The same applies for length of contract – be sure to incorporate the maintenance period into the contract length so that you are covered during the snagging period. Check the contract wording to be sure you are clear on how long they will hold you liable for the maintenance of the project.
This goes without saying, but if you are not compliant on site with current H&S legislation and there is an accident, your claim will not be paid.
This may sound like common sense, but from an insurer’s perspective they will need to see up-to-date and accurate evidence of such compliance before they will process the claim.
Insurers honour good business practice as in up to date risk assessments, properly trained staff, H&S compliance and correct safety workwear provision.
Subcontractors are all the same, aren’t they?
No – not from an insurance point of view.
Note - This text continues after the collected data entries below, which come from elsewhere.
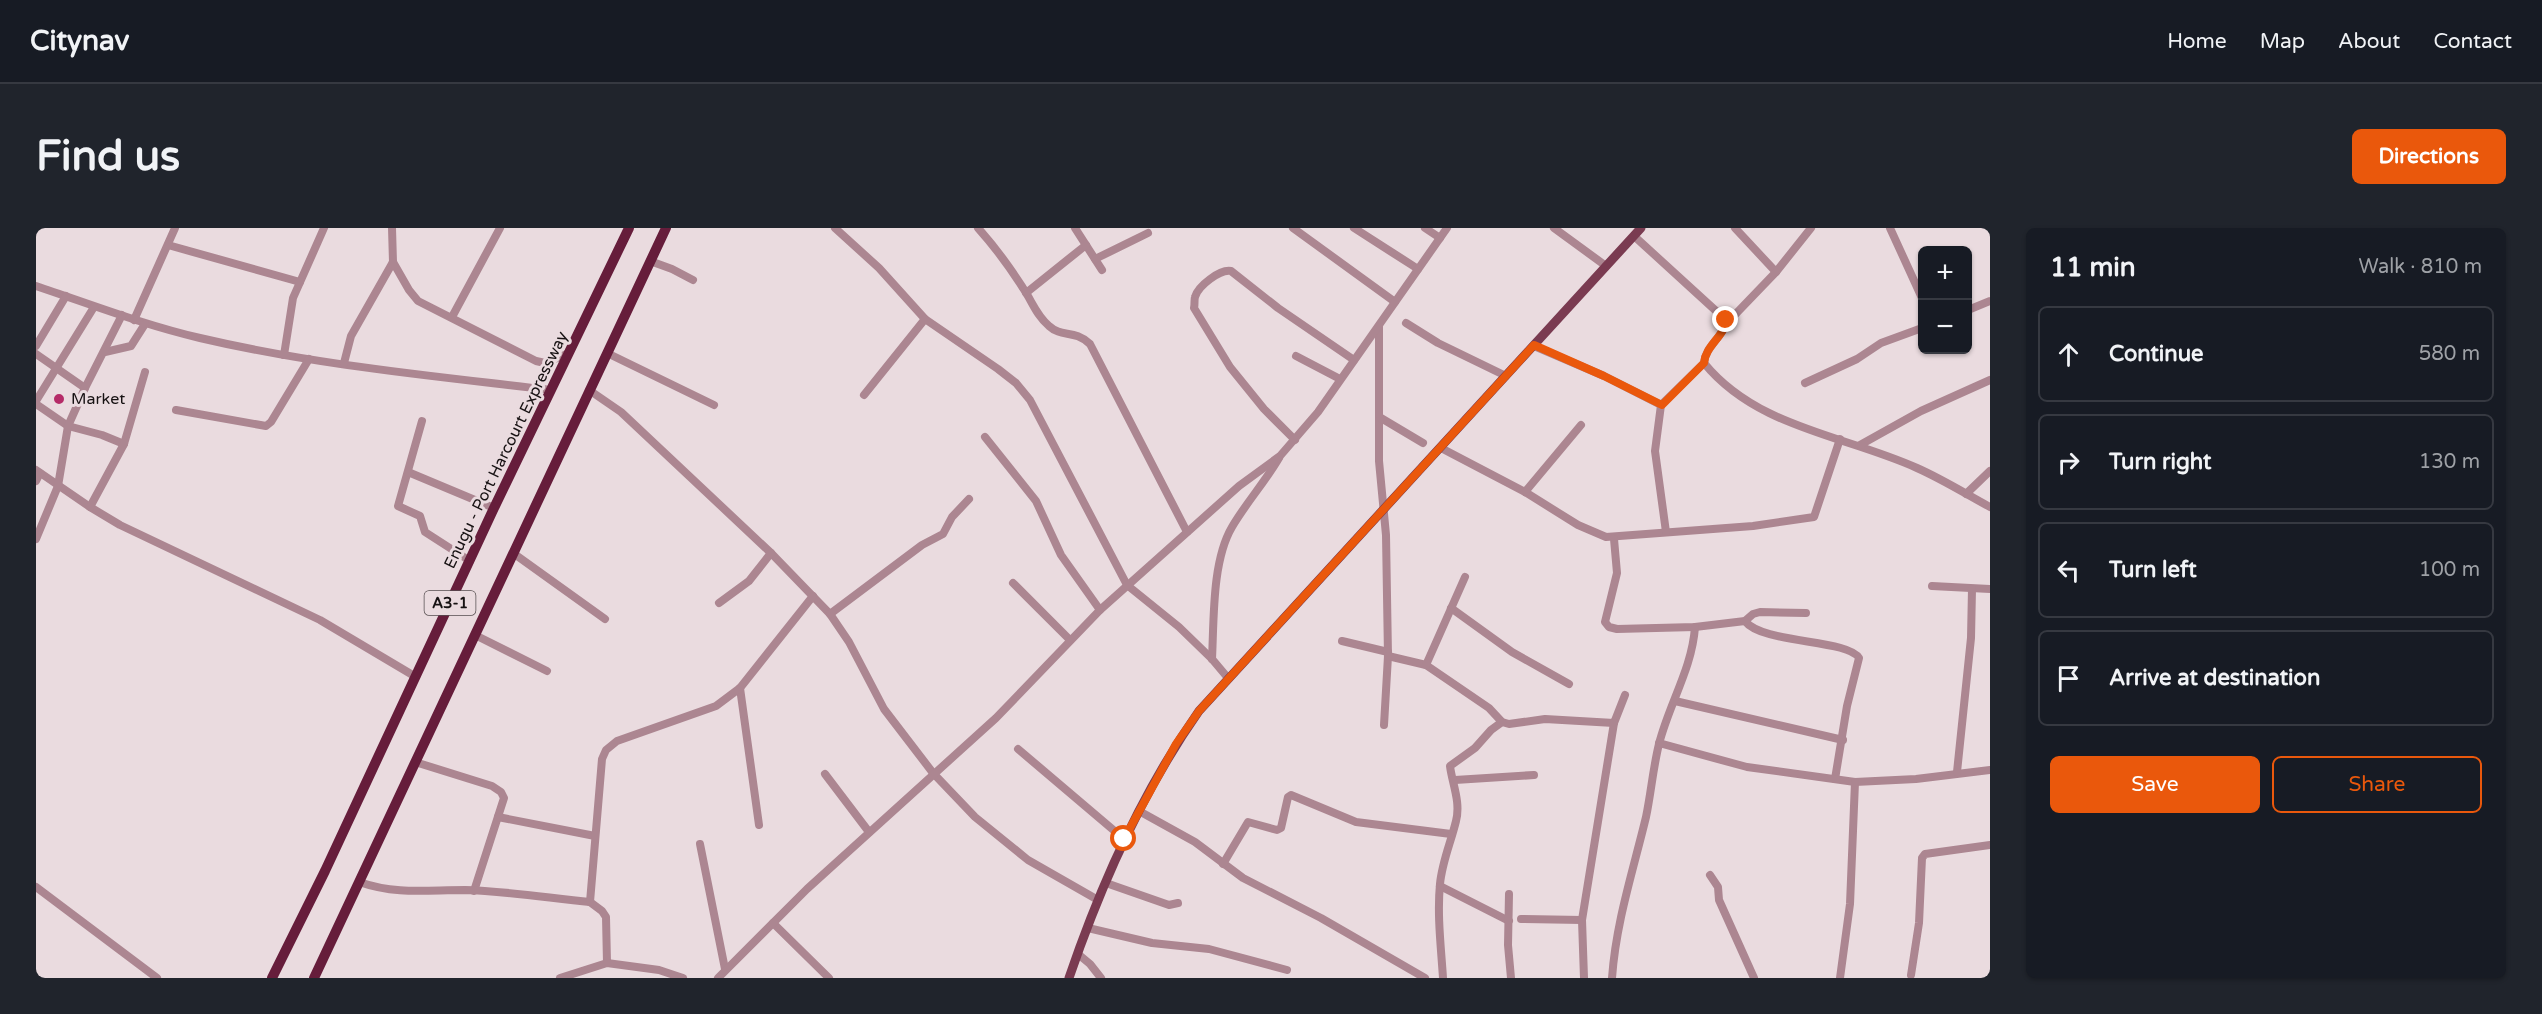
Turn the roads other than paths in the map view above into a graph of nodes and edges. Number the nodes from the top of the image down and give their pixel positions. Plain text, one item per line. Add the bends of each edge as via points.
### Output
1 (176, 228) edge
2 (324, 228) edge
3 (392, 228) edge
4 (500, 228) edge
5 (666, 228) edge
6 (835, 228) edge
7 (978, 228) edge
8 (1075, 228) edge
9 (1293, 228) edge
10 (1354, 228) edge
11 (1425, 228) edge
12 (1447, 228) edge
13 (1554, 228) edge
14 (1641, 228) edge
15 (1735, 228) edge
16 (1811, 228) edge
17 (1890, 228) edge
18 (627, 229) edge
19 (1148, 233) dead end
20 (1634, 236) junction
21 (1440, 238) junction
22 (168, 245) junction
23 (1086, 245) junction
24 (1095, 259) junction
25 (650, 261) junction
26 (393, 262) junction
27 (1606, 266) junction
28 (1418, 269) junction
29 (1102, 270) dead end
30 (1776, 272) junction
31 (693, 280) dead end
32 (300, 282) junction
33 (1918, 287) edge
34 (37, 289) edge
35 (1026, 293) junction
36 (66, 296) junction
37 (1990, 301) edge
38 (1395, 302) junction
39 (94, 307) junction
40 (1972, 308) edge
41 (122, 315) junction
42 (452, 317) junction
43 (925, 319) junction
44 (134, 320) junction
45 (1406, 323) dead end
46 (145, 324) junction
47 (1726, 324) junction
48 (1379, 327) junction
49 (1918, 330) edge
50 (1534, 345) junction
51 (36, 346) edge
52 (105, 352) junction
53 (570, 353) junction
54 (607, 353) junction
55 (36, 354) edge
56 (284, 355) junction
57 (1296, 356) dead end
58 (309, 359) junction
59 (1354, 360) junction
60 (344, 363) junction
61 (1704, 363) junction
62 (56, 368) junction
63 (145, 372) dead end
64 (1506, 376) junction
65 (1340, 379) junction
66 (1990, 380) edge
67 (1805, 383) dead end
68 (85, 388) junction
69 (551, 390) junction
70 (589, 390) junction
71 (864, 395) dead end
72 (36, 403) edge
73 (714, 405) dead end
74 (1662, 405) junction
75 (176, 410) dead end
76 (1380, 418) junction
77 (422, 422) dead end
78 (1581, 425) dead end
79 (68, 426) junction
80 (985, 437) dead end
81 (1840, 439) junction
82 (1295, 440) junction
83 (1423, 443) dead end
84 (124, 444) junction
85 (1860, 446) junction
86 (1441, 448) junction
87 (1280, 456) junction
88 (38, 471) edge
89 (1990, 471) edge
90 (408, 472) junction
91 (36, 481) edge
92 (58, 486) junction
93 (1525, 492) junction
94 (1966, 494) junction
95 (969, 499) dead end
96 (90, 507) junction
97 (1990, 507) edge
98 (494, 508) junction
99 (1384, 511) junction
100 (1187, 532) junction
101 (1666, 532) junction
102 (1614, 538) junction
103 (36, 539) edge
104 (513, 553) junction
105 (771, 553) junction
106 (470, 561) junction
107 (1465, 577) dead end
108 (1013, 583) dead end
109 (1127, 585) junction
110 (1932, 586) dead end
111 (1972, 589) junction
112 (1990, 589) edge
113 (813, 596) junction
114 (719, 603) dead end
115 (1451, 608) junction
116 (1100, 610) junction
117 (1806, 613) dead end
118 (830, 615) junction
119 (604, 619) dead end
120 (1745, 621) junction
121 (1695, 627) junction
122 (475, 635) junction
123 (1070, 640) junction
124 (1342, 641) dead end
125 (1388, 654) junction
126 (1212, 658) junction
127 (1426, 665) junction
128 (547, 671) dead end
129 (416, 676) junction
130 (1228, 678) junction
131 (1569, 684) dead end
132 (741, 688) junction
133 (1625, 695) dead end
134 (1675, 701) junction
135 (1502, 722) junction
136 (1614, 723) junction
137 (1384, 725) dead end
138 (1843, 740) junction
139 (1659, 743) junction
140 (1018, 749) dead end
141 (415, 762) junction
142 (1990, 770) edge
143 (1957, 772) junction
144 (933, 773) junction
145 (825, 774) dead end
146 (1534, 775) dead end
147 (1835, 779) junction
148 (1455, 780) junction
149 (1855, 782) junction
150 (1139, 812) junction
151 (498, 817) junction
152 (759, 825) dead end
153 (869, 832) junction
154 (1451, 834) junction
155 (595, 836) junction
156 (1124, 839) junction
157 (700, 844) dead end
158 (1990, 845) edge
159 (1223, 864) junction
160 (1710, 875) dead end
161 (359, 882) junction
162 (1106, 883) junction
163 (1440, 886) junction
164 (36, 887) edge
165 (474, 891) junction
166 (1509, 894) dead end
167 (1098, 900) junction
168 (590, 902) junction
169 (1178, 903) dead end
170 (1521, 919) dead end
171 (1582, 920) junction
172 (1509, 921) junction
173 (773, 923) junction
174 (1088, 928) junction
175 (1078, 954) junction
176 (608, 963) junction
177 (725, 969) junction
178 (1287, 970) dead end
179 (1911, 975) dead end
180 (157, 978) edge
181 (272, 978) edge
182 (314, 978) edge
183 (560, 978) edge
184 (683, 978) edge
185 (718, 978) edge
186 (829, 978) edge
187 (1070, 978) edge
188 (1101, 978) edge
189 (1425, 978) edge
190 (1443, 978) edge
191 (1511, 978) edge
192 (1584, 978) edge
193 (1612, 978) edge
194 (1754, 978) edge
195 (1840, 978) edge

1 - 22 street
2 - 32 street
3 - 26 street
4 - 42 street
5 - 25 highway, A3-1
6 - 43 street via 879,268
7 - 35 street via 1002,255
8 - 23 street
9 - 38 street
10 - 28 street
11 - 21 street
12 - 21 street
13 - 27 street
14 - 20 main road
15 - 30 street
16 - 30 street
17 - 33 street
18 - 53 highway, Enugu - Port Harcourt Expressway / A3-1
19 - 24 street
20 - 27 main road
20 - 47 street via 1724,317
21 - 28 street
22 - 32 street
22 - 44 street
23 - 24 street
23 - 35 street
24 - 29 street
25 - 31 street
25 - 54 highway, A3-1
26 - 42 street via 418,301
26 - 60 street via 351,336
27 - 50 main road
28 - 38 street
30 - 47 street
32 - 56 street via 293,298
34 - 36 street
35 - 100 street via 1033,309 1050,328 1082,336 1090,344
36 - 39 street
36 - 51 street
37 - 40 street
38 - 48 street
39 - 41 street
39 - 62 street
41 - 44 street
41 - 52 street
42 - 53 street via 537,361 545,363
43 - 71 street
43 - 109 street via 1017,383 1030,400
44 - 46 street
45 - 64 street
46 - 52 street via 131,346
46 - 56 street
47 - 61 street
48 - 59 street
48 - 76 street
49 - 67 street via 1881,343
50 - 64 main road
50 - 74 street
52 - 68 street
53 - 69 highway, Enugu - Port Harcourt Expressway / A3-1
54 - 70 highway, A3-1
54 - 73 street
55 - 62 street
56 - 58 street
57 - 65 street
58 - 60 street
58 - 75 street via 266,426
59 - 65 street
59 - 82 street via 1231,271 1222,272 1200,290 1194,308 1230,367
60 - 69 street
61 - 74 street
61 - 81 street via 1744,400 1764,412
62 - 68 street
62 - 72 street
63 - 84 street
64 - 86 main road
65 - 82 street
66 - 85 street via 1921,411
68 - 79 street
69 - 98 highway, Enugu - Port Harcourt Expressway / A3-1
70 - 104 highway, A3-1
70 - 105 street via 621,412
72 - 79 street
74 - 101 street via 1655,451
76 - 83 street
76 - 99 street
77 - 90 street
78 - 93 street
79 - 84 street
79 - 92 street
80 - 116 street via 1036,501 1061,555
81 - 85 street
81 - 101 street via 1814,517
82 - 87 street
84 - 96 street
85 - 94 street via 1918,468
86 - 93 street
86 - 99 main road
87 - 100 street
87 - 126 street via 1224,544 1214,610
88 - 91 street
88 - 92 street
89 - 94 street
90 - 98 street
90 - 106 street via 398,506 420,516 424,532
92 - 96 street
92 - 103 street
93 - 102 street via 1578,525
94 - 97 street
95 - 118 street via 943,534 922,545
96 - 129 street via 320,620
98 - 106 highway, Enugu - Port Harcourt Expressway / A3-1
99 - 125 street
99 - 130 main road
100 - 109 street
101 - 102 street
102 - 121 street via 1617,573 1605,622 1617,629
104 - 119 street
104 - 122 highway, A3-1
105 - 113 street
105 - 114 street via 749,581
106 - 129 highway, Enugu - Port Harcourt Expressway / A3-1
107 - 115 street
108 - 123 street
109 - 116 street
109 - 126 street
110 - 111 street
111 - 112 street
111 - 143 street via 1971,638
113 - 118 street
113 - 132 street
115 - 127 street
115 - 131 street via 1512,652
116 - 123 street
117 - 120 street via 1760,612
118 - 144 street via 849,642 884,709
120 - 121 street
120 - 138 street via 1752,628 1850,650 1857,655
121 - 134 street via 1691,658
122 - 128 street
122 - 141 highway, A3-1
123 - 144 street via 996,718
124 - 125 street
125 - 127 street
125 - 137 street
126 - 130 street
127 - 135 street via 1489,708
129 - 181 highway, Enugu - Port Harcourt Expressway / A3-1
130 - 150 main road via 1176,744
132 - 152 street
132 - 155 street via 716,705 617,741 606,750
133 - 136 street
134 - 138 street
134 - 139 street
135 - 136 street via 1519,724 1545,719
135 - 148 street via 1475,748 1453,762 1450,769
136 - 171 street
138 - 147 street
139 - 147 street via 1748,767
139 - 193 street via 1646,816 1620,914
140 - 156 street
141 - 151 street via 496,789 504,798
141 - 161 highway, A3-1
142 - 143 street
143 - 149 street
144 - 153 street
144 - 167 street via 975,817 1028,860
145 - 153 street
146 - 148 street
147 - 149 street
148 - 154 street via 1457,810
149 - 195 street via 1850,904
150 - 156 main road
150 - 159 street via 1186,837
151 - 155 street
151 - 165 street
153 - 173 street
154 - 159 street via 1356,822 1291,795 1281,828 1248,822
154 - 163 street
155 - 168 street
156 - 162 main road
157 - 177 street
158 - 179 street via 1925,854 1922,858 1919,923
159 - 189 street
160 - 194 street
161 - 165 street via 398,892
161 - 182 highway, A3-1
162 - 167 main road
162 - 169 street via 1169,905
163 - 172 street
163 - 190 street
164 - 180 street
165 - 168 street
166 - 172 street
167 - 174 main road
168 - 176 street via 606,917
170 - 171 street
171 - 192 street
172 - 191 street
173 - 177 street
173 - 186 street
174 - 175 main road
174 - 178 street via 1152,943 1209,949
175 - 187 main road
175 - 188 street
176 - 183 street
176 - 184 street via 659,970
177 - 185 street

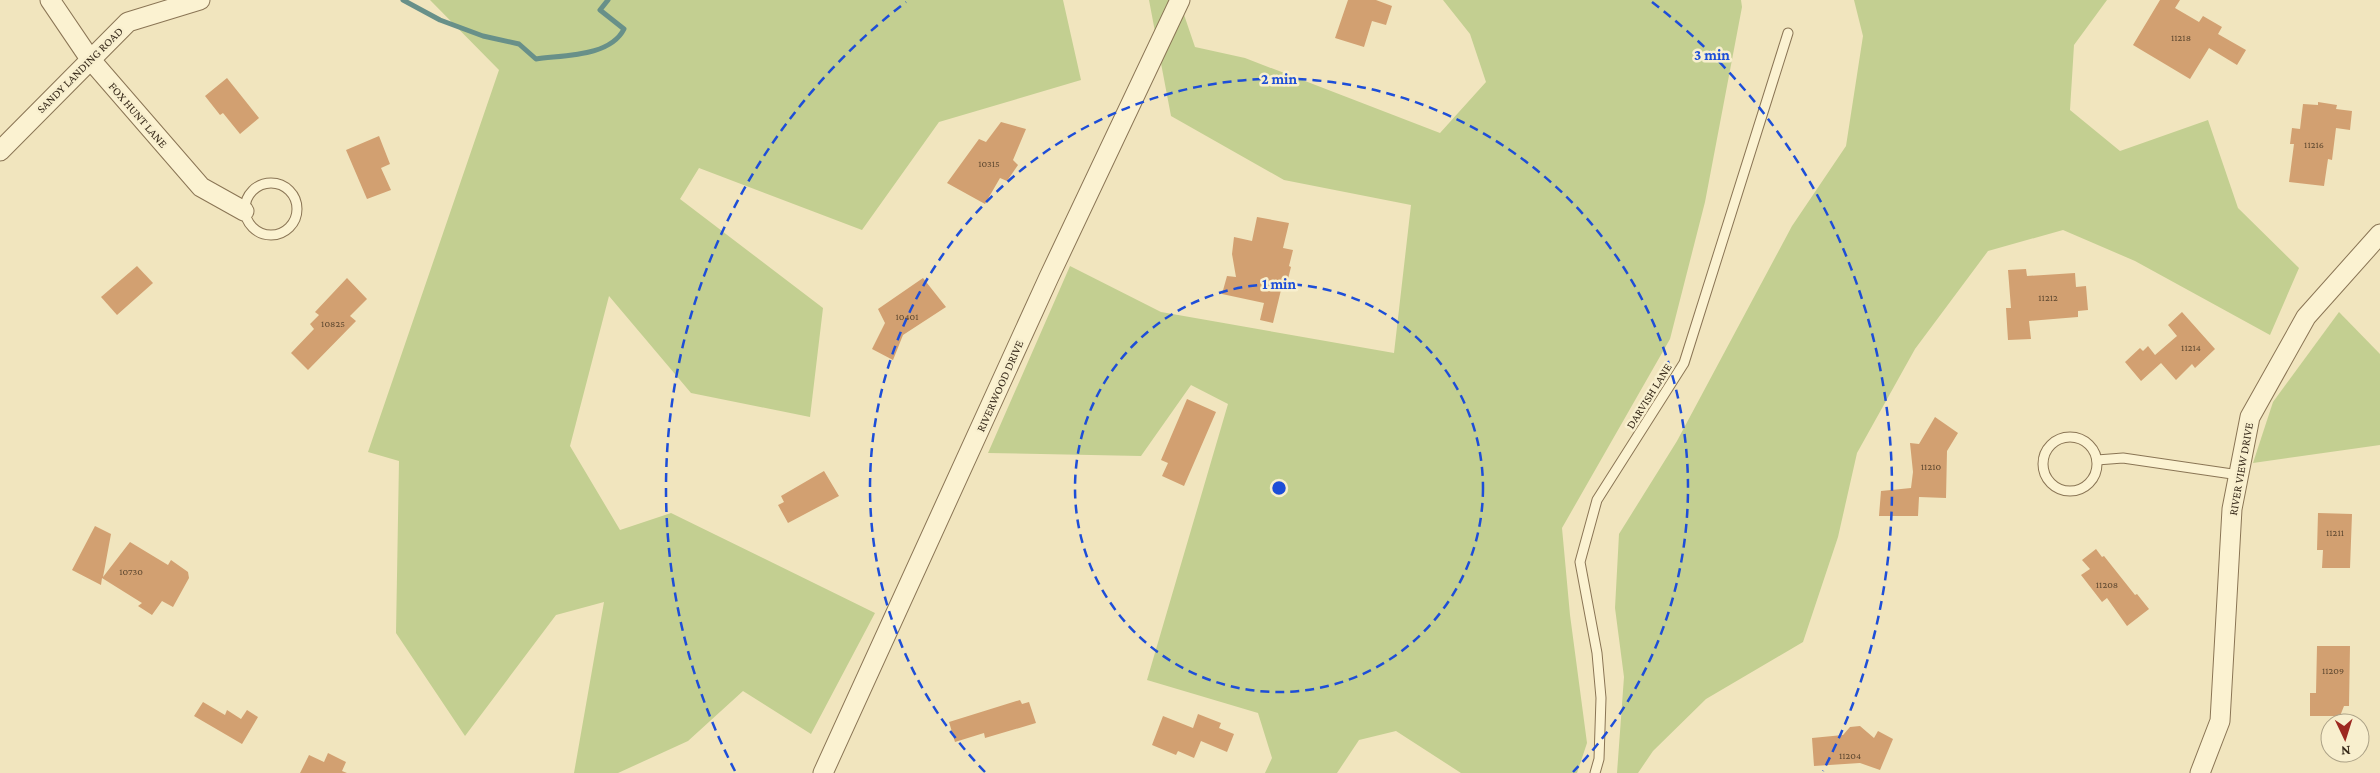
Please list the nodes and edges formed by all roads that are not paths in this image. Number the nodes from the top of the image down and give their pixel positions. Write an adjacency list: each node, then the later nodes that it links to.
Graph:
1 (50, 0): 5 (street, FOX HUNT LANE)
2 (200, 0): 5 (street, SANDY LANDING ROAD)
3 (1180, 0): 11 (street, RIVERWOOD DRIVE)
4 (1788, 33): 12 (lane, DARVISH LANE)
5 (90, 59): 6 (street, SANDY LANDING ROAD); 7 (street, FOX HUNT LANE)
6 (0, 151)
7 (244, 210): 7 (lane)
8 (2380, 234): 10 (street, RIVER VIEW DRIVE)
9 (2097, 460): 9 (lane); 10 (lane)
10 (2239, 475): 13 (street, RIVER VIEW DRIVE)
11 (823, 773)
12 (1595, 773)
13 (2200, 773)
A bona-fide subcontractor is a subcontractor who works under their own insurance.
This does not mean that if a bona-fide subcontractor’s actions cause you to be legally liable for something that you are not insured.
Your insurance will cover any liabilities against you even if they are produced by another party.
What it does mean however is that your insurer will not offer coverage for any liability of the bona-fide subcontractor.
It’s essential that you check that your bona-fide subcontractors have the same level of public liability coverage as you do, or at least the level stipulated in your policy, prior to engaging them.
For the purposes of insurance, a labour-only sub-contractor is an employee. They will need to be factored into your insurance calculations as employees, as they are working under your directive and are therefore your responsibility.
It’s worth noting too that if a claim is made and an employer is found to have been negligent, the insurer has the right to claim back the amount paid out from the employer, although in practise this very rarely happens.
The boss’s background matters
Many don’t realise that if a Director of your company has ever had a CCJ and you haven’t declared this, or if they were previously a Director of another company that went into liquidation or administration, then these are considered as material facts which unless declared usually renders your insurance invalid.
The most important thing to bear in mind with insurance is to err on the side of caution and keep your insurance company in the loop. Even if you are providing them with more information than they need, it’s better than providing them with too little and then finding you aren’t covered should the worst happen!